Basic stuff.  IP, credentials (optionally), billing would be nice.  Specs of the resource (CPU, RAM, BW allocation, etc.).

Sort of a panel for end users perhaps inclusive of tools like VNC + SSH terminal.


----------



## fixidixi (Jan 14, 2014)

so its one more how to organize your vps data info thread? i recall a few others


----------



## drmike (Jan 14, 2014)

fixidixi said:


> so its one more how to organize your vps data info thread? i recall a few others


Yeah pretty much.  Concentrated pile of just that.

I keep track of things other ways, but they are getting tiring.  Something more integrated would go a long way.


----------



## ndelaespada (Jan 14, 2014)

Sounds interesting and may come in handy for many ppl in here, hopefully someone will dedicate some time and come up with something soon


----------



## nunim (Jan 15, 2014)

I've actually made something like this for myself, lists Provider, Disk, Memory, Virtualization, IP, Price, Term, Hostname.

With a little work it might be github-able, didn't think anyone would be interested as it's pretty much just a bootstrap spread sheet.


----------



## mikho (Jan 15, 2014)

http://solusvmcontroller.com/ is almost what you are looking for but not all the way.

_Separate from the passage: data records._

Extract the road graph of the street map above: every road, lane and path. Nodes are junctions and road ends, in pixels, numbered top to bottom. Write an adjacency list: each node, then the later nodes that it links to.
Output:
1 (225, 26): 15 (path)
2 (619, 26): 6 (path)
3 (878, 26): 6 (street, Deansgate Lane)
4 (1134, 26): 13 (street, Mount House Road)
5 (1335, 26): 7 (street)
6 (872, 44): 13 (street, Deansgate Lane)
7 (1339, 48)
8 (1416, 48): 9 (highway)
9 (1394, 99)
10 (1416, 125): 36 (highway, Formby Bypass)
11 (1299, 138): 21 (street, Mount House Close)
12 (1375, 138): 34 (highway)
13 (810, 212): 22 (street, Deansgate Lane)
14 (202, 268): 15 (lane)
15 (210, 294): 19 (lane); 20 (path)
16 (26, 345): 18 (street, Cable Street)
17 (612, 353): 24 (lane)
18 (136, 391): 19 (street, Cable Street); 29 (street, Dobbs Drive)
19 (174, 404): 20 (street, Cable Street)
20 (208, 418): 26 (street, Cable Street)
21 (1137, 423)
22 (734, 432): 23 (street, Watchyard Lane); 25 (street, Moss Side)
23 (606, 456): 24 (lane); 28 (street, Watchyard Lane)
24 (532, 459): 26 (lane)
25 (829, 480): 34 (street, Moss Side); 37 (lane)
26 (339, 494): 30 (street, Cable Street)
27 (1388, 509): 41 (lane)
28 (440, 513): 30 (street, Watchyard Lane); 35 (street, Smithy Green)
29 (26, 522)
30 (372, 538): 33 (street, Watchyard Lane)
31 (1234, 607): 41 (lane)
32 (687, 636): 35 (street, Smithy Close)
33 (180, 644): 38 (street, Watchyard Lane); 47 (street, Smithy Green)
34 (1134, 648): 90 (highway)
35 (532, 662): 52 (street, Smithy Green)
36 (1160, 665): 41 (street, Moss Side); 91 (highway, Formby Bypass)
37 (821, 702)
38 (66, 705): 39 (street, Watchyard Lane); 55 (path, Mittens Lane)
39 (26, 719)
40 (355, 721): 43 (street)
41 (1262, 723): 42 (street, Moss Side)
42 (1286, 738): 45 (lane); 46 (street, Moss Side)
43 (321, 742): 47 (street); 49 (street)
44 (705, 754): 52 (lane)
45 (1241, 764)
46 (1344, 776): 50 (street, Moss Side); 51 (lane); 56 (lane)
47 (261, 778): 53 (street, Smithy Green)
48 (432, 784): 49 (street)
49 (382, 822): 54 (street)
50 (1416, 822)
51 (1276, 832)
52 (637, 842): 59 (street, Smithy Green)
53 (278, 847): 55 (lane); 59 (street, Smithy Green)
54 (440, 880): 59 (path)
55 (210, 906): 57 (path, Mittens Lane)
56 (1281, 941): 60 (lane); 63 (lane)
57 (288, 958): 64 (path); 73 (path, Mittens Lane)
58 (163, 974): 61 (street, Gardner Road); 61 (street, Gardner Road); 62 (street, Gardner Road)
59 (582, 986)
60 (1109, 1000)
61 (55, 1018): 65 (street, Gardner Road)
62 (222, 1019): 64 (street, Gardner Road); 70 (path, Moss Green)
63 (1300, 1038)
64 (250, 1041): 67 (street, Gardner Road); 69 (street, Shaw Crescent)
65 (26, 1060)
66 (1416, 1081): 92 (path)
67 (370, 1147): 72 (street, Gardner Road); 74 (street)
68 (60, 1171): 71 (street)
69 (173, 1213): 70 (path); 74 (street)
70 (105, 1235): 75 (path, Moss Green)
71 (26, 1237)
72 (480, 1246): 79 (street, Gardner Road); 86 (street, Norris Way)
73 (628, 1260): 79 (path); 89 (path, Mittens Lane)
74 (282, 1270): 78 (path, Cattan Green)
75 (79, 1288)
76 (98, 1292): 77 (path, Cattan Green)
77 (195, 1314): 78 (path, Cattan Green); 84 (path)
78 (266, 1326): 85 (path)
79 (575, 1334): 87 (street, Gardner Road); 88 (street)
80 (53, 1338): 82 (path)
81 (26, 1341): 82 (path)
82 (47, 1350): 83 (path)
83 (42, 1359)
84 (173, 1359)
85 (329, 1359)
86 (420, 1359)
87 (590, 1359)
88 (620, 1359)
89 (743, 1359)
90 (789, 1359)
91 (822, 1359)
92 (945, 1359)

Have a look at it and perhaps it will give some ideas to the one interesting in developing their own.


----------



## MartinD (Jan 15, 2014)

nocmanager


----------



## drmike (Jan 15, 2014)

MartinD said:


> nocmanager


Real software?  URL please... I couldn't find it


----------



## MartinD (Jan 15, 2014)

It's an in-house piece of software 


Had thought about releasing it but there's been no audit performed and ours runs behind a protected vlan. It basically does all the above although it was/is designed mainly for those with kit in Colo.


----------



## Asim (Jan 15, 2014)

drmike said:


> Group intelligence pooling on this one:
> 
> Looking for ideally a web based, but self hosted tool for tracking VPS, dedicated servers, colos, etc. in one place (for end user / customers - not for hosting business).  Something basic will suffice, but interested in something a tad more powerful that ideally integrates monitoring perhaps, statistics, etc.
> 
> Anyone using any such thing?


I have just what you need. Give me a few days and I will release it on GitHub IF you are interested. Its in PHP/MySQL if you are wondering


----------



## notFound (Jan 15, 2014)

NodeQuery is a new project which is pretty awesome, and works well for me, nice UI and the tracking module is very simple (so you can check the code easily and make sure only the data needed is what is collected and sent) and has a nice GUI. Unfortunately, not self-hosted, if pricing is imposed then I will probably make it myself sometime as a little project.


----------



## tonyg (Jan 15, 2014)

I just keep text files with that info on my workstation desktop.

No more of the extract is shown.